DATA EXCERPTS>
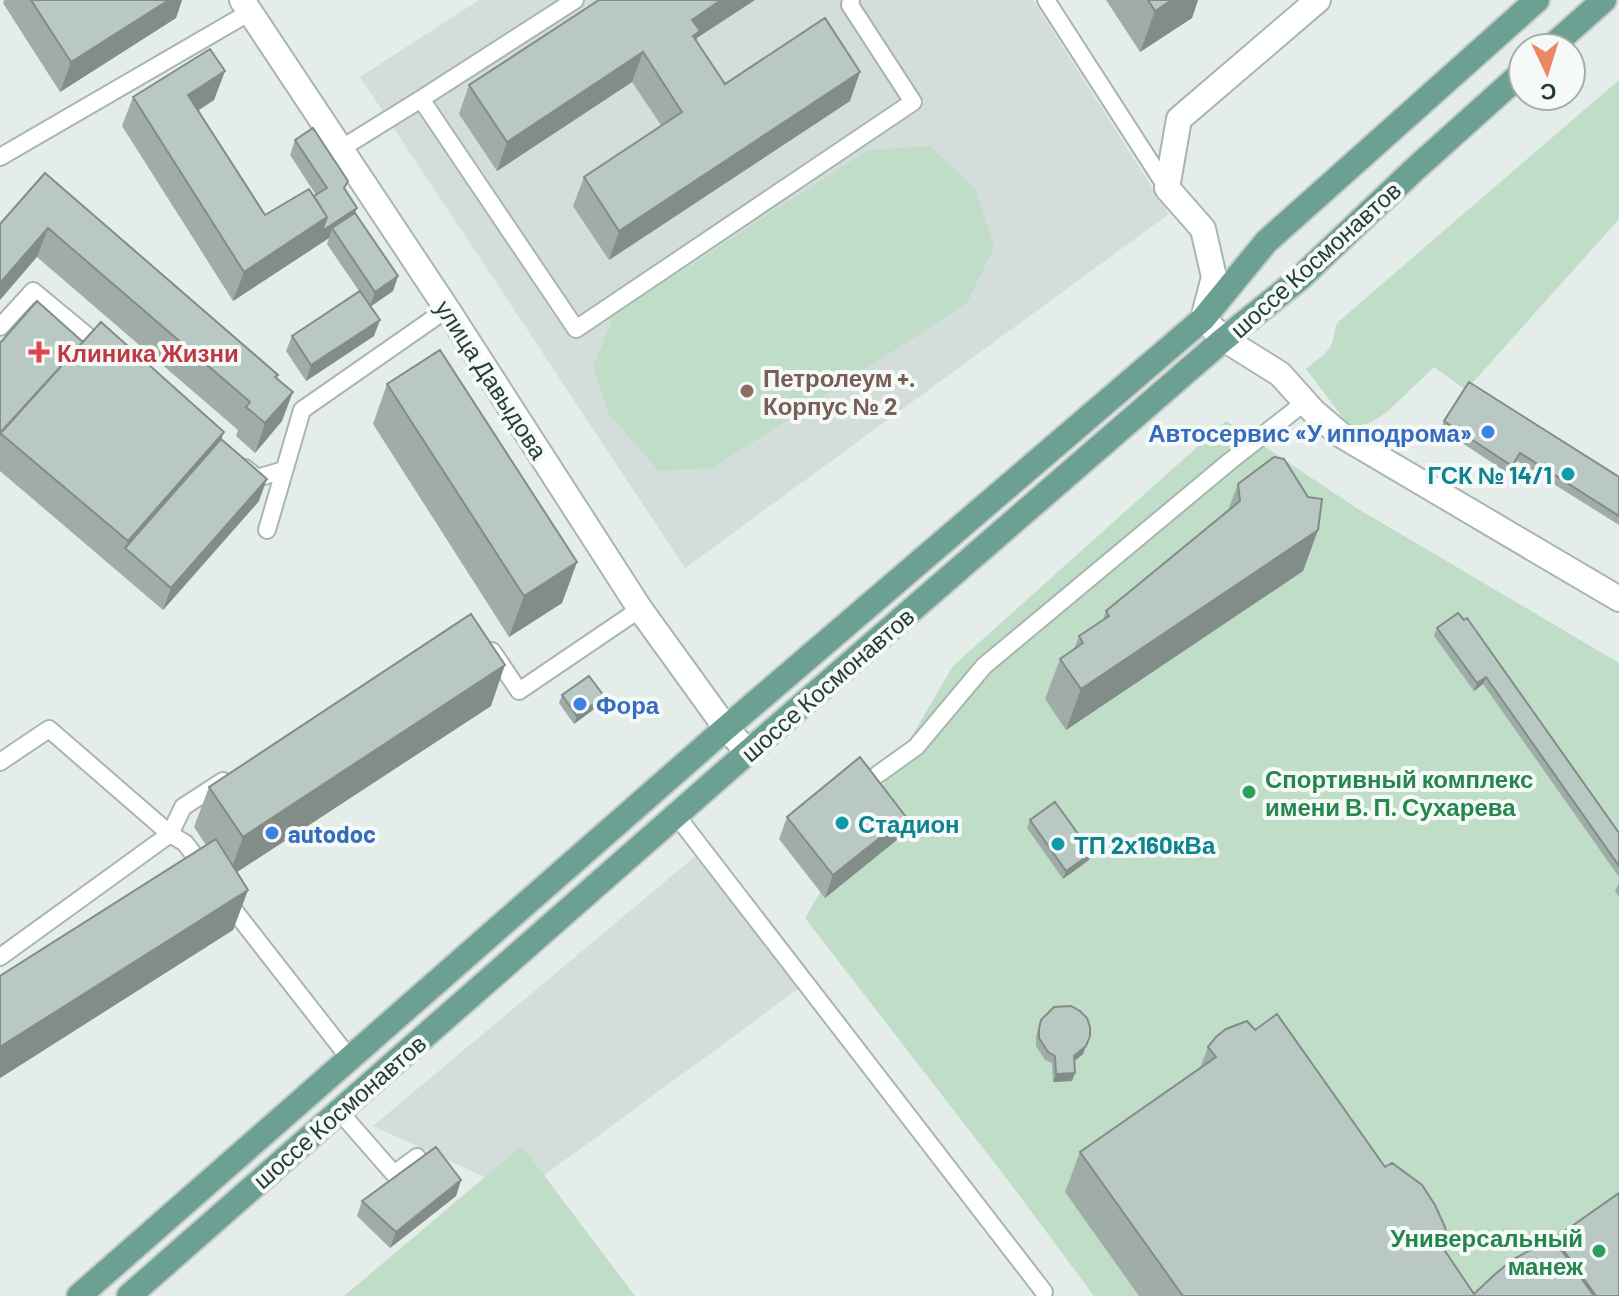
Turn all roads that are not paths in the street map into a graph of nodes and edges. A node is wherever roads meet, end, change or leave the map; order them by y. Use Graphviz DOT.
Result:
graph roads {
  1 [pos="575,0"];
  2 [pos="851,0"];
  3 [pos="1046,0"];
  4 [pos="1318,0"];
  5 [pos="1537,0"];
  6 [pos="1604,0"];
  7 [pos="246,6"];
  8 [pos="1568,32"];
  9 [pos="1507,86"];
  10 [pos="421,99"];
  11 [pos="342,148"];
  12 [pos="0,157"];
  13 [pos="1167,188"];
  14 [pos="447,309"];
  15 [pos="1203,319"];
  16 [pos="0,327"];
  17 [pos="1224,339"];
  18 [pos="116,360"];
  19 [pos="1305,402"];
  20 [pos="233,458"];
  21 [pos="284,470"];
  22 [pos="267,530"];
  23 [pos="1619,599"];
  24 [pos="640,609"];
  25 [pos="487,642"];
  26 [pos="726,728"];
  27 [pos="748,752"];
  28 [pos="0,762"];
  29 [pos="236,772"];
  30 [pos="877,775"];
  31 [pos="676,815"];
  32 [pos="170,834"];
  33 [pos="0,957"];
  34 [pos="350,1059"];
  35 [pos="339,1111"];
  36 [pos="417,1157"];
  37 [pos="1044,1292"];
  38 [pos="79,1296"];
  39 [pos="129,1296"];
  1 -- 10 [label="lane"];
  2 -- 10 [label="lane"];
  3 -- 13 [label="lane"];
  4 -- 13 [label="street"];
  5 -- 15 [label="main road, шоссе Космонавтов"];
  6 -- 8 [label="main road"];
  7 -- 11 [label="street, улица Давыдова"];
  7 -- 12 [label="lane"];
  9 -- 17 [label="main road, шоссе Космонавтов"];
  10 -- 11 [label="lane"];
  11 -- 14 [label="street, улица Давыдова"];
  13 -- 15 [label="street, шоссе Космонавтов"];
  14 -- 21 [label="lane"];
  14 -- 24 [label="street, улица Давыдова"];
  15 -- 17 [label="street"];
  15 -- 26 [label="main road, шоссе Космонавтов"];
  16 -- 18 [label="lane"];
  17 -- 19 [label="street"];
  17 -- 27 [label="main road, шоссе Космонавтов"];
  19 -- 23 [label="street"];
  19 -- 30 [label="lane"];
  20 -- 21 [label="lane"];
  21 -- 22 [label="lane"];
  24 -- 25 [label="lane"];
  24 -- 26 [label="street, улица Давыдова"];
  26 -- 27 [label="street, улица Давыдова"];
  26 -- 34 [label="main road, шоссе Космонавтов"];
  27 -- 31 [label="main road, шоссе Космонавтов"];
  28 -- 32 [label="lane"];
  29 -- 32 [label="lane"];
  31 -- 35 [label="main road, шоссе Космонавтов"];
  31 -- 37 [label="lane"];
  32 -- 33 [label="lane"];
  32 -- 34 [label="lane"];
  34 -- 38 [label="main road, шоссе Космонавтов"];
  35 -- 36 [label="lane"];
  35 -- 39 [label="main road, шоссе Космонавтов"];
}
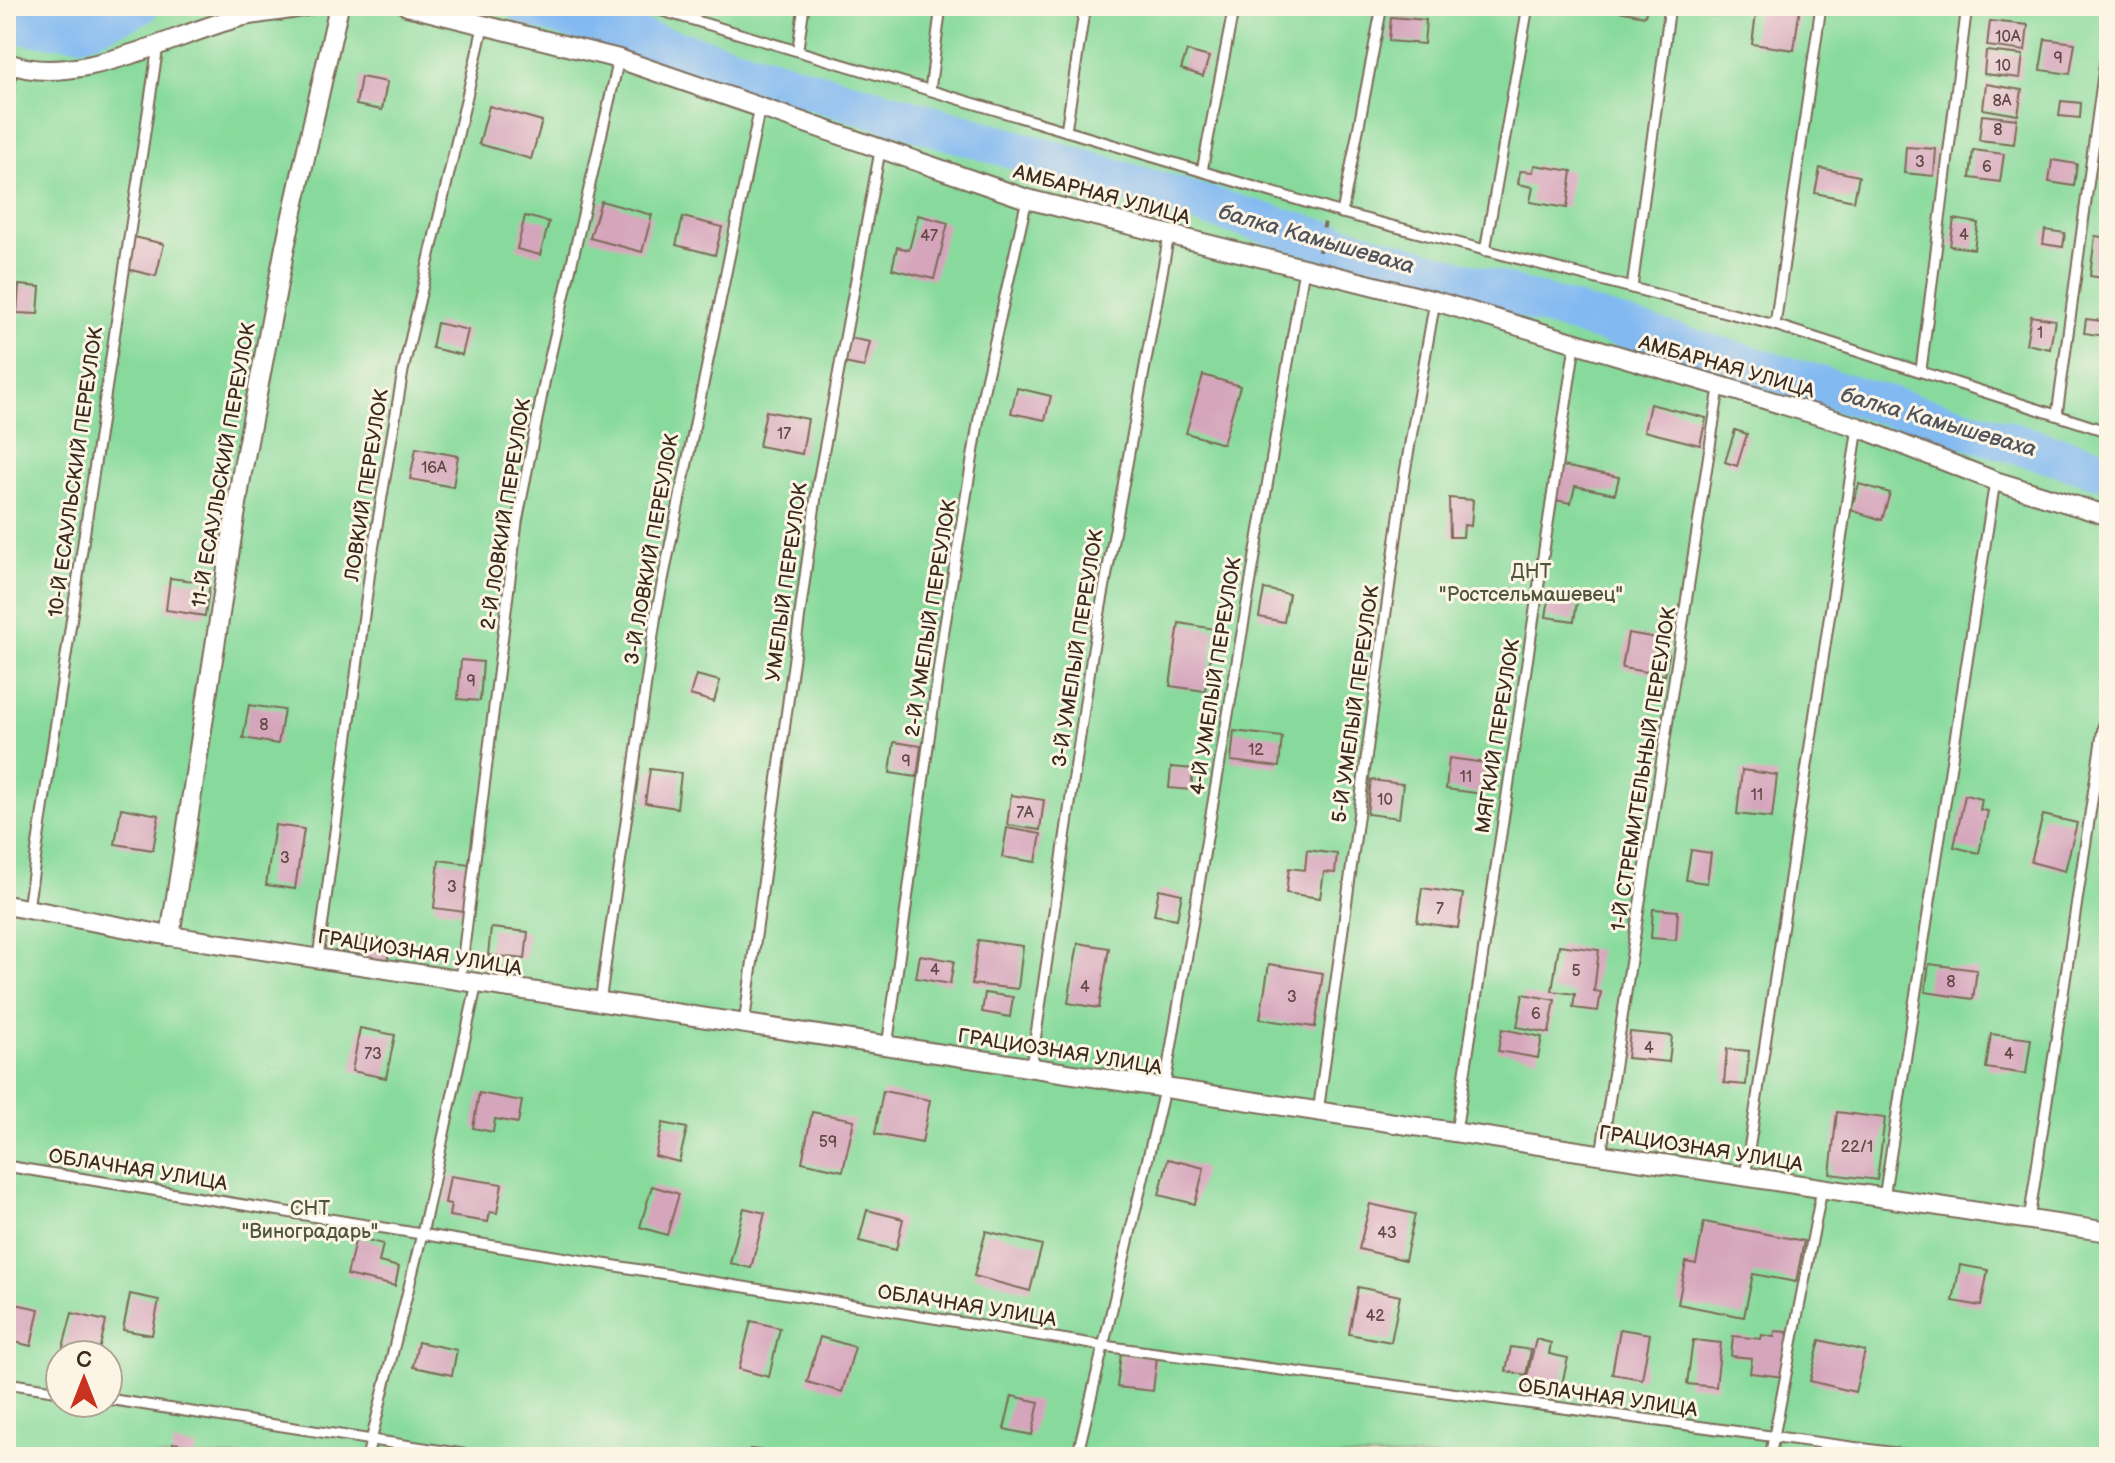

TASK TO COMPLETE>
Once every line of the material holding the word "graph" has been counted, report the total and nothing more.

RESPONSE BELOW>
2